National Union Of Mineworkers

The National Union of Mineworkers is a trade union for coal miners in the United Kingdom. It was formed in 1945 as a reorganisation of the Miners' Federation of Great Britain (MFGB). From 1981 to 2000 it was led by Arthur Scargill. The MFGB was involved in many serious trade disputes, including the National Miners' Strike of 1912 and the General Strike in 1926. The NUM is best known for its role in the 1984-85 Miners' Strike, and for a number of other major disputes in which it participated in the 1970s. On the political front, miners' unions were pioneers of independent working class representation in Parliament.

Origins of the NUM

The Miners' Federation of Great Britain was established in 1888. As its title suggests, it was not a unified, centralised trade union. It represented and co-ordinated the affairs of the various existing local and regional miners' unions, but those associations remained largely autonomous. The South Wales Miners' Federation did not join until 1898, followed by Northumberland in 1907 and Durham in 1908. Its membership in the latter year was 600,000. In January 1945 the MFGB was superseded by the National Union of Mineworkers. Within that organisation, each coalfield continued to exercise a degree of autonomy, having its own District Association and its own President, General Secretary, and headquarters. The miners' unions were the largest and most powerful industrial combinations of their day, and exercised a great influence on the rest of the British labour movement. The first working class Member of Parliament, Thomas Burt and Alexander Macdonald, elected in 1874, represented mining constituencies and were funded by miners' associations. Miners' unions continued to enlarge labour representation in the House of Commons in the years which followed, although they took little part in the founding of the Labour Party. Many miners' MPs sat with the Liberals and the MFGB did not affiliate to the Labour Party until 1909.

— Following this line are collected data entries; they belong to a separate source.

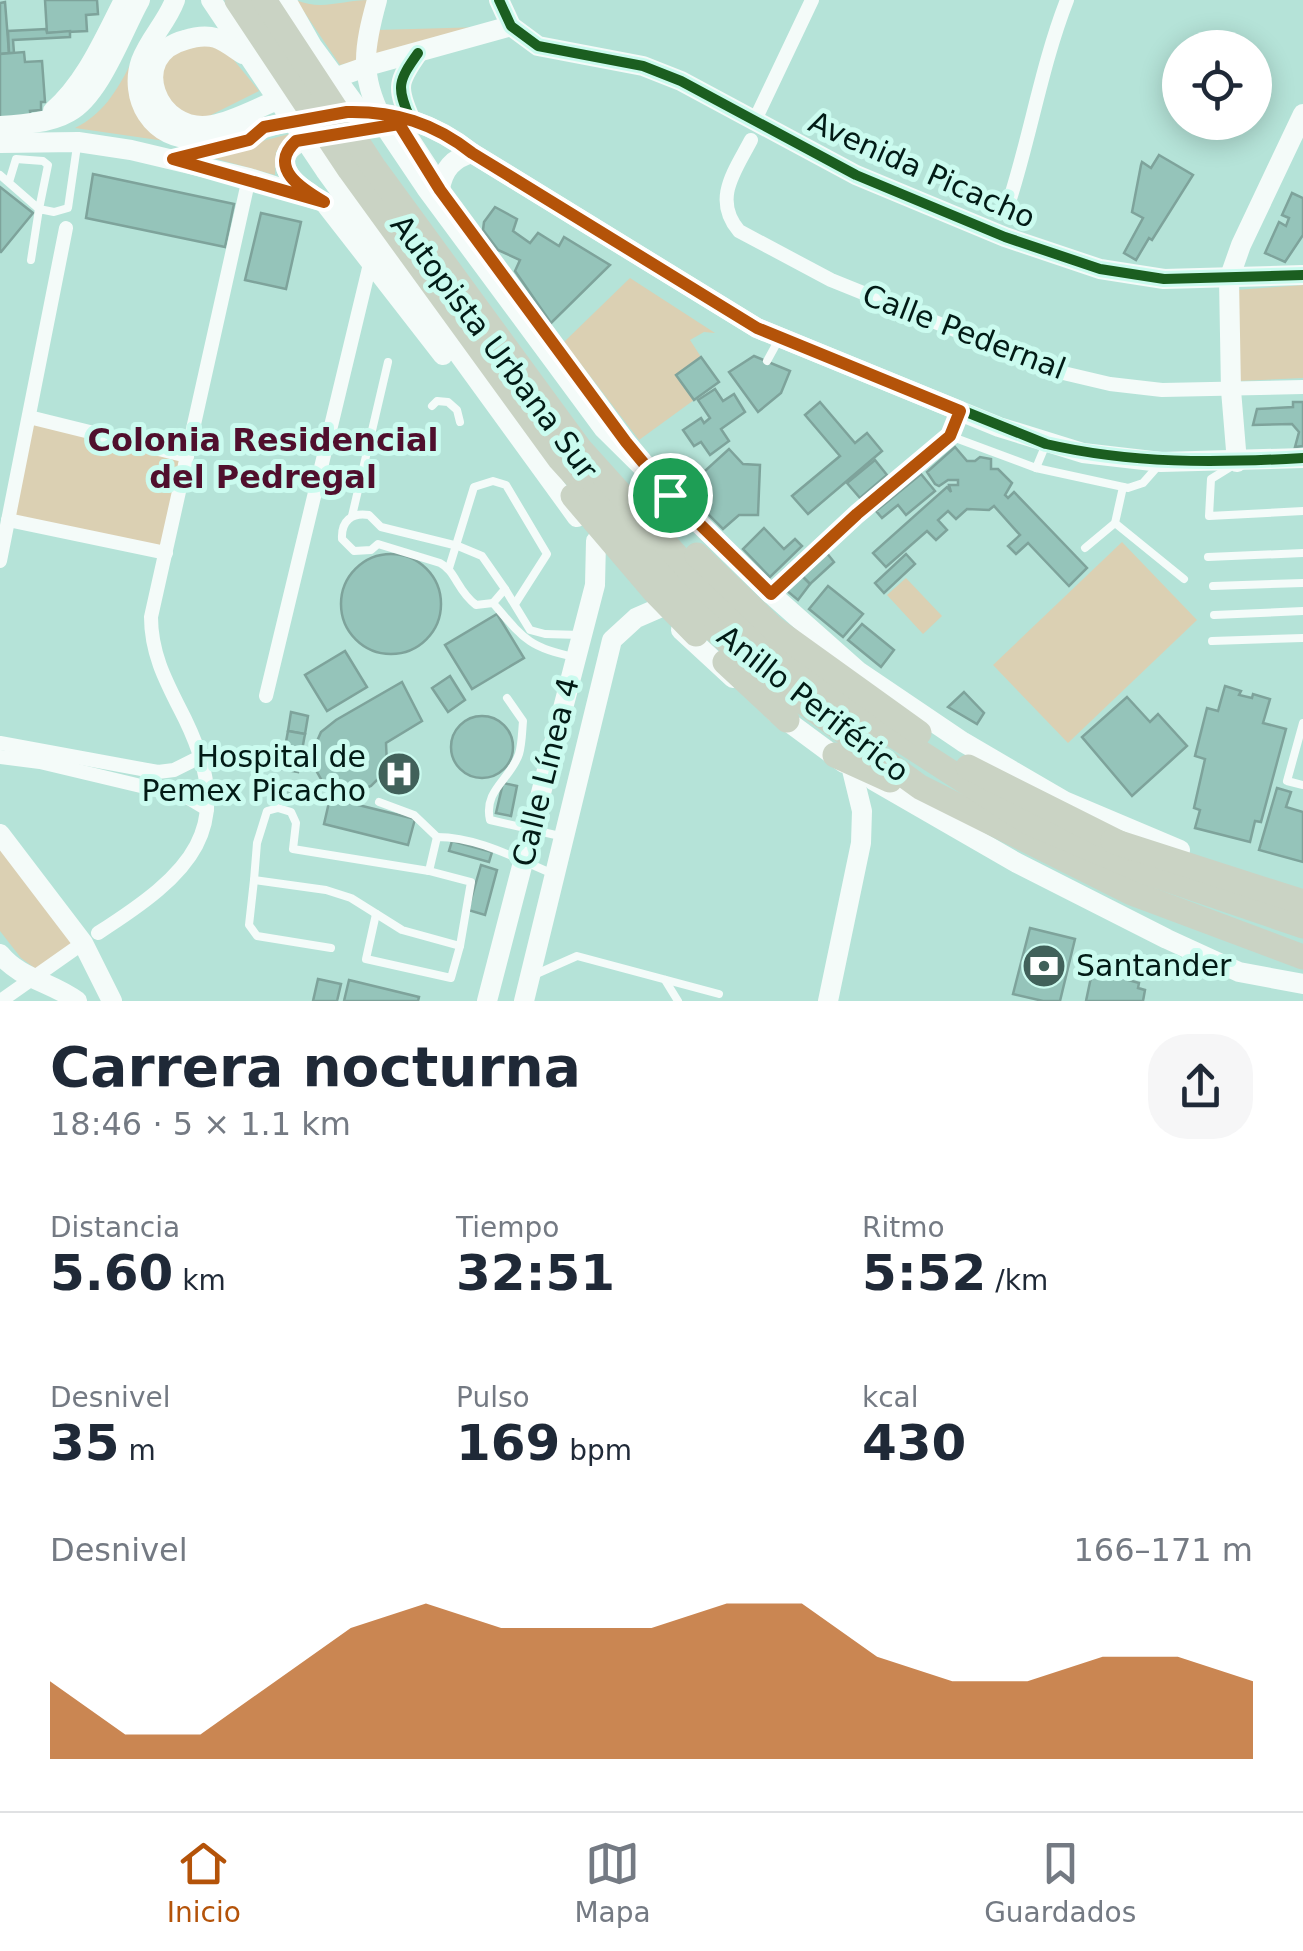 <!DOCTYPE html>
<html lang="es">
<head>
<meta charset="utf-8">
<style>
  :root { --surface:#fff; --page:#f6f6f7; --text:#1f2937; --muted:#747a83; --line:#e0e1e3; --accent:#b45309 }
  body { margin:0; font-family:"DejaVu Sans",sans-serif; background:var(--page); color:var(--text); height:100vh; display:flex; flex-direction:column; font-size:38px; white-space:nowrap }
  * { box-sizing:border-box; margin:0 }
  p { font-size:32px; color:var(--muted) }
  .icon { flex:none; width:55px; height:55px; fill:none; stroke:currentColor; stroke-width:2; stroke-linecap:round; stroke-linejoin:round }
  .map { position:relative; height:1001px; overflow:hidden }
  .side { display:flex; flex-direction:column; background:var(--surface); flex:1 }
  .side>* { flex:none }
  .tools { position:absolute; left:1162px; top:30px; display:grid; gap:20px }
  .tools a { display:grid; place-items:center; width:110px; height:110px; border-radius:50%; background:var(--surface); box-shadow:0 5px 25px #0003; font-size:50px }
  .pin { position:absolute; display:grid; place-items:center; width:85px; height:85px; color:#fff; margin:-42px; border:5px solid #fff; border-radius:50%; box-shadow:0 2px 10px #0007 }
  .round { display:grid; place-items:center; flex:none; width:105px; height:105px; border-radius:40px; background:var(--page) }
  .head { display:flex; align-items:center; justify-content:space-between; height:170px; padding:0 50px }
  h1 { font-size:55px; font-weight:700; line-height:75px }
  .metrics { display:grid; grid-template-columns:repeat(3,1fr); gap:15px; height:170px; padding:10px 50px }
  .metrics div { display:grid; align-content:center }
  .metrics b { font-size:50px; font-weight:700 }
  .metrics small { font-size:28px; font-weight:400 }
  .metrics p { font-size:28px }
  .chart { height:280px; padding:20px 50px }
  .chart p { display:flex; justify-content:space-between }
  .chart svg { width:100%; height:180px; margin-top:10px; fill:var(--accent); opacity:.7 }
  .tabs { display:flex; justify-content:space-around; align-items:center; height:140px; border-top:2px solid var(--line); background:var(--surface); font-size:28px; color:var(--muted) }
  .tabs a { display:grid; justify-items:center; gap:5px }
  .tabs .on { color:var(--accent) }
  .map>svg:first-child { display:block }
</style>
</head>
<body>
<div class="map">
<svg width="1303" height="1001" viewBox="0 0 1303 1001">
  <rect width="100%" height="100%" fill="#b5e3d8"/>
  <g fill="#dbd0b3">
    <path d="M296,0c25,11 47,0 73,0l-13,61 -16,4z"/>
    <polygon points="483,27 373,56 377,30"/>
    <polygon points="187,42 224,48 259,91 207,117 196,119 166,102 161,67"/>
    <path d="M130,65c5,32 3,60 35,76l-90,-13c28,-14 41,-36 55,-63z"/>
    <polygon points="293,133 276,152 275,175 206,156"/>
    <polygon points="630,278 715,333 704,332 690,340 701,357 694,400 639,440 564,342"/>
    <polygon points="1303,285 1303,378 1238,381 1237,290"/>
    <polygon points="33,423 182,459 163,548 13,515"/>
    <polygon points="1122,542 1197,620 1068,743 993,665"/>
    <polygon points="906,578 942,616 923,634 887,595"/>
    <polygon points="0,840 79,938 36,969 21,958 0,931"/>
  </g>
  <g fill="#95c4ba" stroke="#7ea39b" stroke-width="2.5">
    <polygon points="45,0 97,0 98,14 86,15 87,31 47,33"/>
    <polygon points="5,2 9,53 0,54 0,3"/>
    <polygon points="46,29 47,33 70,31 70,37 13,40 14,53 9,53 8,31"/>
    <polygon points="24,52 25,62 42,61 45,102 41,102 41,110 30,111 31,118 0,120 0,54"/>
    <polygon points="1159,155 1193,175 1152,240 1149,238 1136,260 1124,253 1143,218 1132,212 1141,165 1142,162 1151,168"/>
    <polygon points="93,174 234,204 225,247 86,218"/>
    <polygon points="0,187 33,213 1,252 0,252"/>
    <polygon points="1292,193 1303,198 1303,235 1285,262 1265,253 1279,222 1286,226 1289,218 1282,215"/>
    <polygon points="495,207 517,219 513,231 530,243 538,233 559,246 564,237 610,265 551,323 515,271 520,260 498,250 483,230 484,222"/>
    <polygon points="261,213 301,222 286,289 245,280"/>
    <polygon points="754,356 790,371 781,393 758,412 729,372"/>
    <polygon points="701,357 719,382 694,400 676,375"/>
    <polygon points="715,389 723,401 734,394 745,412 721,429 729,441 710,455 701,442 694,446 683,430 701,418 704,423 710,418 698,400"/>
    <polygon points="820,402 855,443 867,433 882,451 808,514 792,496 840,456 805,415"/>
    <polygon points="1293,402 1303,402 1303,446 1295,447 1299,432 1292,424 1253,425 1257,409 1293,407"/>
    <polygon points="955,447 967,461 975,461 980,457 991,459 991,469 998,469 1012,483 1005,495 1008,498 1014,492 1087,568 1069,586 1028,543 1016,554 1008,546 1020,535 994,506 989,510 967,509 956,519 948,511 938,520 947,530 936,540 927,531 886,567 873,553 947,487 951,492 949,485 958,485 958,480 948,480 939,486 935,484 927,472"/>
    <polygon points="729,449 743,464 760,465 758,515 739,515 723,529 684,490"/>
    <polygon points="875,460 887,475 860,498 847,483"/>
    <polygon points="921,474 935,491 906,515 898,505 882,518 876,511"/>
    <polygon points="764,528 784,549 795,539 802,546 770,577 743,549"/>
    <polygon points="826,552 834,562 810,584 801,575"/>
    <circle cx="391" cy="604" r="50"/>
    <polygon points="906,554 915,564 884,593 875,583"/>
    <polygon points="801,575 810,584 798,600 786,590"/>
    <polygon points="828,586 863,614 843,637 809,609"/>
    <polygon points="497,614 524,658 472,689 445,645"/>
    <polygon points="862,624 894,650 881,667 848,640"/>
    <polygon points="345,651 367,687 327,711 305,675"/>
    <polygon points="450,676 465,700 448,712 432,688"/>
    <polygon points="402,682 422,721 386,743 387,765 382,775 371,786 356,792 340,793 325,786 313,765 314,748 321,732 336,720"/>
    <polygon points="1225,686 1241,691 1239,695 1252,698 1253,694 1270,699 1263,723 1286,729 1261,822 1255,821 1250,842 1195,828 1200,810 1194,808 1205,759 1195,756 1207,708 1218,711"/>
    <polygon points="964,692 984,713 977,724 948,707"/>
    <polygon points="1127,697 1150,722 1158,714 1187,746 1132,796 1082,737"/>
    <polygon points="291,712 308,716 305,734 288,731"/>
    <circle cx="482" cy="747" r="31"/>
    <polygon points="288,731 305,734 298,772 281,769"/>
    <polygon points="503,783 517,786 511,816 496,813"/>
    <polygon points="278,784 305,789 302,803 276,799"/>
    <polygon points="1277,788 1291,792 1286,807 1303,812 1303,862 1259,850"/>
    <polygon points="330,798 415,819 408,845 324,824"/>
    <polygon points="452,841 492,852 489,862 449,851"/>
    <polygon points="481,865 497,870 485,915 468,910"/>
    <polygon points="1030,928 1075,939 1060,1001 1043,1001 1013,994"/>
    <polygon points="1094,963 1120,968 1119,973 1130,975 1128,980 1139,983 1138,988 1145,990 1143,1001 1086,1001"/>
    <polygon points="318,979 341,984 337,1001 313,1001"/>
    <polygon points="349,980 419,997 418,1001 344,1001"/>
  </g>
  <g fill="none" stroke-linecap="round" stroke-linejoin="round">
    <g stroke="#f4fbf9" stroke-width="8">
      <polyline points="0,175 39,209 48,165 43,161 16,159 9,182"/>
      <polyline points="31,260 39,209 54,212 68,208 77,146"/>
      <polyline points="767,361 778,341"/>
      <polyline points="432,406 437,401 448,402 457,410 460,422"/>
      <polyline points="950,436 1036,468 1128,488 1143,483 1158,466"/>
      <polyline points="1232,466 1211,479 1209,516 1303,511"/>
      <polyline points="1036,468 1046,444"/>
      <polyline points="352,516 388,362"/>
      <polyline points="1115,523 1184,579"/>
      <polyline points="1085,548 1115,523 1123,487"/>
      <polyline points="1208,557 1303,553"/>
      <polyline points="449,568 474,487 493,481 506,485 547,554 515,604"/>
      <polyline points="1213,586 1303,583"/>
      <polyline points="771,593 857,514 950,436 958,415"/>
      <path d="M493,603l-17,2c-19,-14 -20,-34 -36,-42l-62,-19 -7,6 -17,1 -12,-12c-1,-18 10,-27 27,-24l12,12 77,19 24,10 23,33"/>
      <polyline points="1214,615 1303,611"/>
      <polyline points="1212,641 1303,638"/>
      <path d="M575,657c-46,-9 -52,-19 -82,-54l12,-14 25,41 15,4 36,1"/>
      <path d="M507,698l16,23c-1,11 -1,23 -4,33 -8,25 -36,36 -29,66l70,16"/>
      <polyline points="1303,723 1287,781 1303,785"/>
      <polyline points="379,802 414,815 437,837"/>
      <path d="M254,880l3,-37 10,-32 11,-3 13,4 5,11 -3,26 136,22 8,-34c40,0 78,21 114,36"/>
      <polyline points="376,914 366,959 451,978 460,946"/>
      <polyline points="331,948 257,936 249,925 254,880 326,890 351,898 402,930 460,946 471,882 429,871"/>
      <polyline points="534,975 577,956 719,994"/>
      <polyline points="665,980 678,1001"/>
    </g>
    <g stroke="#f4fbf9" stroke-width="14">
      <polyline points="755,120 812,0"/>
      <path d="M751,140c-16,31 -39,59 -12,91l92,49 228,92 51,12 52,6 141,-3"/>
      <path d="M1010,199c21,-66 32,-135 57,-199"/>
      <polyline points="29,417 187,456"/>
      <polyline points="8,520 166,553"/>
      <polyline points="0,561 66,228"/>
      <polyline points="266,696 370,264"/>
      <polyline points="0,743 158,772 174,770 202,756"/>
      <polyline points="0,757 40,762 187,797 207,809"/>
      <path d="M98,933c92,-59 141,-103 87,-214 -17,-34 -34,-63 -34,-102l98,-439"/>
      <polyline points="2,1000 83,943"/>
    </g>
    <g stroke="#f4fbf9" stroke-width="20">
      <path d="M175,0c-8,22 -26,39 -34,61 -6,17 -4,38 6,53 33,50 108,13 153,5"/>
      <polyline points="211,0 325,170 577,517"/>
      <polyline points="286,0 312,46 362,114 387,130 426,188 604,429 771,594 858,671 963,742 1064,801 1180,850"/>
      <path d="M377,0c-13,47 -18,74 5,119"/>
      <polyline points="499,0 511,26 538,46 643,66 681,81 856,175 1005,237 1100,269 1164,279 1303,275"/>
      <path d="M243,54c-8,-5 -18,-13 -27,-16 -10,-3 -22,-1 -31,2 -58,15 -29,95 27,85 24,-4 50,-20 73,-28"/>
      <polyline points="326,81 374,64 511,26"/>
      <path d="M53,111c33,-29 51,-72 71,-111"/>
      <path d="M359,112c43,0 79,15 113,41l285,175 242,99 84,26 78,9 142,-4"/>
      <path d="M410,118c-14,-31 -12,-37 8,-65"/>
      <polyline points="383,124 399,123 429,169"/>
      <path d="M0,126c21,-1 50,-3 69,-14 31,-16 54,-82 71,-112"/>
      <polyline points="0,143 78,142 131,150 249,178 324,202 443,355"/>
      <path d="M440,189c3,-19 13,-31 32,-36"/>
      <path d="M310,193c-33,-19 -35,-48 5,-55"/>
      <polyline points="1237,462 1231,390 1229,279 1241,245 1303,114"/>
      <polyline points="681,630 733,678"/>
      <polyline points="775,712 844,763"/>
      <polyline points="873,780 1017,863 1167,939 1239,972 1303,984"/>
      <polyline points="0,834 83,943 112,1001"/>
      <path d="M0,954c20,25 52,28 77,47"/>
      <polyline points="487,1001 595,585 596,541"/>
      <polyline points="524,1001 612,640 636,618 659,608"/>
      <polyline points="828,1001 861,843 862,811 852,770"/>
    </g>
    <g stroke="#cad3c4" stroke-width="25">
      <polyline points="237,0 350,170 559,458 715,630 758,669 920,787 1132,893 1303,957"/>
      <polyline points="264,0 375,169 580,449 711,594 811,682 1028,822 1148,873 1303,926"/>
      <polyline points="573,496 654,591 696,634"/>
      <polyline points="697,555 773,628 919,733"/>
      <polyline points="725,662 787,720"/>
      <polyline points="835,755 890,780"/>
      <polyline points="968,767 1129,848"/>
      <polyline points="1113,841 1303,902"/>
    </g>
    <defs>
      <g id="cycleway">
        <polyline points="499,0 511,26 538,46 643,66 681,81 856,175 1005,237 1100,269 1164,279 1303,275"/>
        <path d="M418,53c-20,28 -22,34 -8,65l40,18 22,17 285,175 289,116c86,20 170,19 257,14"/>
      </g>
    </defs>
    <use href="#cycleway" stroke="#cbfbef" stroke-width="16"/>
    <use href="#cycleway" stroke="#1b5e20" stroke-width="10"/>
  </g>
  <g fill="none" stroke-linecap="round" stroke-linejoin="round">
    <defs>
      <path id="route" d="M347,112c48,-1 87,11 125,41l285,175 203,83 -10,25 -93,78 -86,80 -101,-99 -44,-53 -186,-252 -41,-66 -103,17c-29,27 6,48 28,61l-151,-43 76,-19 15,-13z"/>
    </defs>
    <use href="#route" stroke="#fff" stroke-width="20"/>
    <use href="#route" stroke="#b45309" stroke-width="12"/>
  </g>
  <defs>
    <symbol id="hospital-disc" viewBox="-11 -11 22 22"><circle r="9.5" fill="#41615a" stroke="#cbfbef"/><path d="M-5-5h3v3.5h4V-5h3V5h-3V1.5h-4V5h-3Z" fill="#fff"/></symbol>
    <symbol id="bank-disc" viewBox="-11 -11 22 22"><circle r="9.5" fill="#41615a" stroke="#cbfbef"/><path d="M-6-4H6V4H-6ZM0-2.3a2.3 2.3 0 1 0 0 4.6a2.3 2.3 0 1 0 0-4.6Z" fill="#fff"/></symbol>
  </defs>
  <g fill-rule="evenodd">
    <use href="#hospital-disc" x="374" y="749" width="50" height="50"/>
    <use href="#bank-disc" x="1019" y="941" width="50" height="50"/>
  </g>
  <g text-anchor="middle" stroke-width="10" stroke-linejoin="round" paint-order="stroke">
    <g font-size="30" fill="#021b16" stroke="#cbfbef">
      <text transform="translate(922 170) rotate(24)" y="10">Avenida Picacho</text>
      <text transform="translate(964 332) rotate(21)" y="10">Calle Pedernal</text>
      <text transform="translate(494 347) rotate(53)" y="10">Autopista Urbana Sur</text>
      <text transform="translate(813 704) rotate(38)" y="10">Anillo Periférico</text>
      <text transform="translate(546 772) rotate(-76)" y="10">Calle Línea 4</text>
    </g>
    <g font-size="30" fill="#021b16" stroke="#cbfbef" text-anchor="end">
      <text x="366" y="767">Hospital de<tspan x="366" dy="34">Pemex Picacho</tspan></text>
      <text x="1076" y="976" text-anchor="start">Santander</text>
    </g>
    <g font-size="32" font-weight="bold" fill="#500f2d" stroke="#cbfbef">
      <text x="263" y="451">Colonia Residencial<tspan x="263" dy="37">del Pedregal</tspan></text>
    </g>
  </g>
</svg>
<div class="tools">
<a><svg class="icon" aria-label="locate" viewBox="0 0 24 24"><circle cx="12" cy="12" r="6"/><path d="M12 2v4M12 18v4M2 12h4M18 12h4"/></svg></a>
</div>
<div class="pin" style="left:670px;top:495px;background:#1e9e55"><svg class="icon" aria-label="arrive" viewBox="0 0 24 24"><path d="M6 21V4h12l-3 4 3 4H6"/></svg></div>
</div>
<section class="side">
<div class="head"><div><h1>Carrera nocturna</h1><p>18:46 · 5 × 1.1 km</p></div><a class="round"><svg class="icon" aria-label="share" viewBox="0 0 24 24"><path d="M12 15V3M7 8l5-5 5 5M5 13v7h14v-7"/></svg></a></div>
<div class="metrics">
<div><p>Distancia</p><b>5.60<small> km</small></b></div>
<div><p>Tiempo</p><b>32:51</b></div>
<div><p>Ritmo</p><b>5:52<small> /km</small></b></div>
</div>
<div class="metrics">
<div><p>Desnivel</p><b>35<small> m</small></b></div>
<div><p>Pulso</p><b>169<small> bpm</small></b></div>
<div><p>kcal</p><b>430</b></div>
</div>
<div class="chart"><p><span>Desnivel</span>166–171 m</p>
<svg viewBox="0 0 160 44" preserveAspectRatio="none"><path d="M0 44V25L10 38L20 38L30 25L40 12L50 6L60 12L70 12L80 12L90 6L100 6L110 19L120 25L130 25L140 19L150 19L160 25V44z"/></svg>
</div>
</section>
<nav class="tabs">
<a class="on"><svg class="icon" aria-label="home" viewBox="0 0 24 24"><path d="M3 11l9-7 9 7M6 9v11h12V9"/></svg>Inicio</a>
<a><svg class="icon" aria-label="map" viewBox="0 0 24 24"><path d="M3 6l6-2 6 2 6-2v14l-6 2-6-2-6 2zM9 4v14M15 6v14"/></svg>Mapa</a>
<a><svg class="icon" aria-label="saved" viewBox="0 0 24 24"><path d="M7 4h10v16l-5-4-5 4z"/></svg>Guardados</a>
</nav>
</body>
</html>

Landmark events in NUM history

The Miners' Strike, 1984-85

In 1984, under the leadership of Arthur Scargill, the NUM went on strike, partly in response to forced layoffs by the UK government-controlled National Coal Board, and partly in an attempt to damage British Prime Minister Margaret Thatcher politically. The strike lasted a full year, during which there were violent clashes between police and miners, before workers were forced back to work without a deal and was an era-defining moment in British politics. The British coal-mining industry never fully recovered from the damage caused by the strike. The effectiveness of the strike was reduced owing to the fact that Scargill had counted upon the support of the majority of members - he neglected to ballot the membership, and thus the strike held no legal force. Since it was technically unofficial action, a fact that the Thatcher government used to great effect.